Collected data
━━━━━━━━━━━━━━━━

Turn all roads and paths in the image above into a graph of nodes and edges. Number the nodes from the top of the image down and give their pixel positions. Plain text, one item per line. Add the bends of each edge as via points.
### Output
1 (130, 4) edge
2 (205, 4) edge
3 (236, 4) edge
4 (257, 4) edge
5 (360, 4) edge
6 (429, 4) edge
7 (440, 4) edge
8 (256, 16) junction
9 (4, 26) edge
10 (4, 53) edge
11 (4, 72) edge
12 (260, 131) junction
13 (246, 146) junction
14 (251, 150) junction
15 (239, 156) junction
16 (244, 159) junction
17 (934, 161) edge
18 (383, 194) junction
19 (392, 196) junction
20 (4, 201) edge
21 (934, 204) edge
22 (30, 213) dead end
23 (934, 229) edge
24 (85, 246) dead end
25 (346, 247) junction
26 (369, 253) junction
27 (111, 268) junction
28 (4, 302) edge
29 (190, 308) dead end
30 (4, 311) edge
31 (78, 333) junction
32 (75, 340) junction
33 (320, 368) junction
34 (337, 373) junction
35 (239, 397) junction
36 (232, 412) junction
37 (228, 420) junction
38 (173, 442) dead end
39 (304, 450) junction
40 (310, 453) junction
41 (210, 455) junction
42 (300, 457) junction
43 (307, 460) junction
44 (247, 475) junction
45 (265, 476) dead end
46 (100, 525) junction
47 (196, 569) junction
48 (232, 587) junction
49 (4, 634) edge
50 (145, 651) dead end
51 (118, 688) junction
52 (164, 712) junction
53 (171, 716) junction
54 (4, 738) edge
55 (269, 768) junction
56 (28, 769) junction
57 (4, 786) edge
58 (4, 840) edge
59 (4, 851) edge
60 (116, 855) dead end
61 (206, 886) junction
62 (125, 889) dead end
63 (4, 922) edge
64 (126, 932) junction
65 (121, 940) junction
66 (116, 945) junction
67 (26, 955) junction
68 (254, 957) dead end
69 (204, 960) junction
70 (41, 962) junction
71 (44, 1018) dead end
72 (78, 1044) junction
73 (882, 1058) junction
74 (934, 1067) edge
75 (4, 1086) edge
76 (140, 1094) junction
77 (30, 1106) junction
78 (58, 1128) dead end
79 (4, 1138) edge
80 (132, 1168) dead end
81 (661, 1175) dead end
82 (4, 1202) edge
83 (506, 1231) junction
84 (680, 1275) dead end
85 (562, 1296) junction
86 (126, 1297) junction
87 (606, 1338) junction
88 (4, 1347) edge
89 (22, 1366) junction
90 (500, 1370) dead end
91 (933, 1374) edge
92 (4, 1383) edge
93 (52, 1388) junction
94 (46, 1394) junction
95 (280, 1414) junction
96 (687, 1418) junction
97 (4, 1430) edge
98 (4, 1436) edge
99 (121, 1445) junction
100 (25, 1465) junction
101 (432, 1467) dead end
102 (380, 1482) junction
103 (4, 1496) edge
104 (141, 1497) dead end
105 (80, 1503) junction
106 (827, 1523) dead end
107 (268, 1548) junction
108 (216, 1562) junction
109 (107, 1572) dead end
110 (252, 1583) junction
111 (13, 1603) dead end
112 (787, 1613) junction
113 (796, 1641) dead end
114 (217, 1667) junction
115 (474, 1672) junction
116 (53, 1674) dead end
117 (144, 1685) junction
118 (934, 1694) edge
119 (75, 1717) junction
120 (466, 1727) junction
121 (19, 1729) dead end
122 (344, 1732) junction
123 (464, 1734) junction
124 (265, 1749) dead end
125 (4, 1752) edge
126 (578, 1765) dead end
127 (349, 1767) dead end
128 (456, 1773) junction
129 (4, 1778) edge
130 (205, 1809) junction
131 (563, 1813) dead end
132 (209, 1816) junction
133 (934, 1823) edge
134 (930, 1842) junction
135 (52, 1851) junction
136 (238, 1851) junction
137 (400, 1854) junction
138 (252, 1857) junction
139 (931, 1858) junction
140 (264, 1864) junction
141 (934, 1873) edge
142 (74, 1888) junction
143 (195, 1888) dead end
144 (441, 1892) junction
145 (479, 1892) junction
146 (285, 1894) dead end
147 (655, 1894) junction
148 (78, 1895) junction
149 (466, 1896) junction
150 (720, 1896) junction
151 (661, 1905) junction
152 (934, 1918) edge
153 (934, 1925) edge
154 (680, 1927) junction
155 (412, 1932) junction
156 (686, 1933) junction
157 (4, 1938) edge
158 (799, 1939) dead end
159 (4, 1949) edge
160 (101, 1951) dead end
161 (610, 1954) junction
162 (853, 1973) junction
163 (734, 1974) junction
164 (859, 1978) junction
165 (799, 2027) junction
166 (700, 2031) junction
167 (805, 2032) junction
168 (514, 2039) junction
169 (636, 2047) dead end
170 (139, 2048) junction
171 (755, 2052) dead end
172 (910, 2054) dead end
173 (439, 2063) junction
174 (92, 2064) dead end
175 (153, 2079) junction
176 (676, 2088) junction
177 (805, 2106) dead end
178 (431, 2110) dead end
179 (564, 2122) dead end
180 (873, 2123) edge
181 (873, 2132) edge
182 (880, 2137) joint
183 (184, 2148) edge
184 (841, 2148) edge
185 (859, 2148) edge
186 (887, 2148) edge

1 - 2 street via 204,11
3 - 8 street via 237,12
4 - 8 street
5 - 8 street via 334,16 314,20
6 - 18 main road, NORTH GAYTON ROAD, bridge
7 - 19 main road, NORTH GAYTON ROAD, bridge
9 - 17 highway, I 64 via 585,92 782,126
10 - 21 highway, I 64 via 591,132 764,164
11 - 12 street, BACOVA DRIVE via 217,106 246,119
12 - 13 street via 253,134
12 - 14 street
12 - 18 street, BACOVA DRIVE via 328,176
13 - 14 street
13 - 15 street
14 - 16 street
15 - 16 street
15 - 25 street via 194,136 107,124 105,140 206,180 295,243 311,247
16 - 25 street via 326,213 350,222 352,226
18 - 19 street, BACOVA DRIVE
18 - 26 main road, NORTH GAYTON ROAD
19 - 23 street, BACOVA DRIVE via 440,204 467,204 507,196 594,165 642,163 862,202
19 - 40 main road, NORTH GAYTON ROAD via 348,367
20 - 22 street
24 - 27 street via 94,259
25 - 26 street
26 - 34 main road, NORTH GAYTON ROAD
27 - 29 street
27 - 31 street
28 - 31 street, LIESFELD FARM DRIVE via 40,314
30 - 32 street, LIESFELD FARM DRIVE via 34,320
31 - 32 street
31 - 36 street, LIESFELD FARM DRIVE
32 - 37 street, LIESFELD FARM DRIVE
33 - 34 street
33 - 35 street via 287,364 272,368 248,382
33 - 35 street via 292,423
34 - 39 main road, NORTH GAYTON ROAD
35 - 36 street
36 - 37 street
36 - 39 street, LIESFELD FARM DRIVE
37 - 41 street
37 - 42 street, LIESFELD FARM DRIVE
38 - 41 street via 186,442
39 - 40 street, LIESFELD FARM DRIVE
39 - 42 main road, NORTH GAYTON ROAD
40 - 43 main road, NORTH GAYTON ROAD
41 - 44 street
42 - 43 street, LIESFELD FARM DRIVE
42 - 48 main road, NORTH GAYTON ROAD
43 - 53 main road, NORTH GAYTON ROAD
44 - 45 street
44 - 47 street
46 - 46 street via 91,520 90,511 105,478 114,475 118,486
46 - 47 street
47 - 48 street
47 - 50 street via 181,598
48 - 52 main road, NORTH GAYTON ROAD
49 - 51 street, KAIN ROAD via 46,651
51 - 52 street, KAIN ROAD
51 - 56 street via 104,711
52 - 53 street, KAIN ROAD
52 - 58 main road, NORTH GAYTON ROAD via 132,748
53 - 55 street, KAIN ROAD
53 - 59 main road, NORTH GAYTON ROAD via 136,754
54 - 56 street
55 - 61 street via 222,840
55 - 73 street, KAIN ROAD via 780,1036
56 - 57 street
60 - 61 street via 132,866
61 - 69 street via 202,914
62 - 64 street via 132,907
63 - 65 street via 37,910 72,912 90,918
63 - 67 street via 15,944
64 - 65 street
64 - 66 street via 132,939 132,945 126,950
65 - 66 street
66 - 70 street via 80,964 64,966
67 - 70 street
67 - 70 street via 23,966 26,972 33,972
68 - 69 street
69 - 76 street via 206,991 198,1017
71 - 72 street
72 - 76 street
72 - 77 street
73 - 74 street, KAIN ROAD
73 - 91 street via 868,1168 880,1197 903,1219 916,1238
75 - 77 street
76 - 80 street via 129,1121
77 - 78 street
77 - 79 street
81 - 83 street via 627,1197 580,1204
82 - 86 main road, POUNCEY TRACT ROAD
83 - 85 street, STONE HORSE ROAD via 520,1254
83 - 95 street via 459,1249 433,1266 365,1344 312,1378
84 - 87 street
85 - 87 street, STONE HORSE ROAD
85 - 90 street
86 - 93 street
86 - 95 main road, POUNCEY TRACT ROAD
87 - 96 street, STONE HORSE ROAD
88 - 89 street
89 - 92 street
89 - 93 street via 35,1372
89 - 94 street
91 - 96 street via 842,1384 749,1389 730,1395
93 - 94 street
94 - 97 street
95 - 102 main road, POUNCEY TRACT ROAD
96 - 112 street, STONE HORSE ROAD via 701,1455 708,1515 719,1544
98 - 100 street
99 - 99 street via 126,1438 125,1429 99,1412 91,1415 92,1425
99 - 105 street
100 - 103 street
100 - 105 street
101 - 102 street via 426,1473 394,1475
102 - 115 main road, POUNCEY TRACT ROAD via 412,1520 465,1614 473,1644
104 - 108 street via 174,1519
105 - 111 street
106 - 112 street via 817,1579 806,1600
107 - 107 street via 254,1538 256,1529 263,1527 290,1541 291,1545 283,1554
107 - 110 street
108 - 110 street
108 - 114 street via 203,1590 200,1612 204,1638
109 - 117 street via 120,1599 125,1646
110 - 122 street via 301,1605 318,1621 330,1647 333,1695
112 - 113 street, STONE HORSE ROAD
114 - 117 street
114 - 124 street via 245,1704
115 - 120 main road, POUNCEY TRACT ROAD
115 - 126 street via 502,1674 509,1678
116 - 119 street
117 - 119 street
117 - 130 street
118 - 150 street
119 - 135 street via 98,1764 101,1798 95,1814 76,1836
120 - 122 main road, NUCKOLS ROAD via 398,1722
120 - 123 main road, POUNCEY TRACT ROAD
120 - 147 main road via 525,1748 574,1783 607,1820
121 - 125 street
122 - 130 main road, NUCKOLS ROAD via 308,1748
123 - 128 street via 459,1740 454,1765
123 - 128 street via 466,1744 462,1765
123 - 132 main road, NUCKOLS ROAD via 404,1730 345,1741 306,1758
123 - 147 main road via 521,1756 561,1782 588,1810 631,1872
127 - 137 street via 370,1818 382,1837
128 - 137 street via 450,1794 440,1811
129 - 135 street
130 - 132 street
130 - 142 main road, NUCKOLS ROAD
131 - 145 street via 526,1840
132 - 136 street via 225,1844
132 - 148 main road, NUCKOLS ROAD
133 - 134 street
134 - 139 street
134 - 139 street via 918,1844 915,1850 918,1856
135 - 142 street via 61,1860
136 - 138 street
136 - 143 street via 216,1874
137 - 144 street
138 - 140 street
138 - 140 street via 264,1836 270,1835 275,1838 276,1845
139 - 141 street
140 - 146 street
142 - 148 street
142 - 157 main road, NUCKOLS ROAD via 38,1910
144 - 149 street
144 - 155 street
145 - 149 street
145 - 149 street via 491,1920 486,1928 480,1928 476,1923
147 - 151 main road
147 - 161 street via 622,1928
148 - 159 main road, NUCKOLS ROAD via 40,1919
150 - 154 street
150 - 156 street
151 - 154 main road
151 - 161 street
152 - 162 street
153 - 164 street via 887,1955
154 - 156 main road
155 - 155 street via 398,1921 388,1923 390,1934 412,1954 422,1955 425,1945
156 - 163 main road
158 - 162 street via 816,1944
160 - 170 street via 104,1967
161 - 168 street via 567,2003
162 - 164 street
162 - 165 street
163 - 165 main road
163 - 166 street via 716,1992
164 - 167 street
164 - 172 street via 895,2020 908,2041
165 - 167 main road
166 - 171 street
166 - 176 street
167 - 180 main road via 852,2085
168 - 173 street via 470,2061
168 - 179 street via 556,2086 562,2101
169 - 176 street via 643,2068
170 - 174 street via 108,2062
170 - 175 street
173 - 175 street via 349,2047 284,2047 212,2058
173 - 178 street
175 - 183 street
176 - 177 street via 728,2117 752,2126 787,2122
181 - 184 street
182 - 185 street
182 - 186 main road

━━━━━━━━━━━━━━━━

## Exercise requirements
Return every line of the data above in which "POUNCEY" appears.

## Task response
82 - 86 main road, POUNCEY TRACT ROAD
86 - 95 main road, POUNCEY TRACT ROAD
95 - 102 main road, POUNCEY TRACT ROAD
102 - 115 main road, POUNCEY TRACT ROAD via 412,1520 465,1614 473,1644
115 - 120 main road, POUNCEY TRACT ROAD
120 - 123 main road, POUNCEY TRACT ROAD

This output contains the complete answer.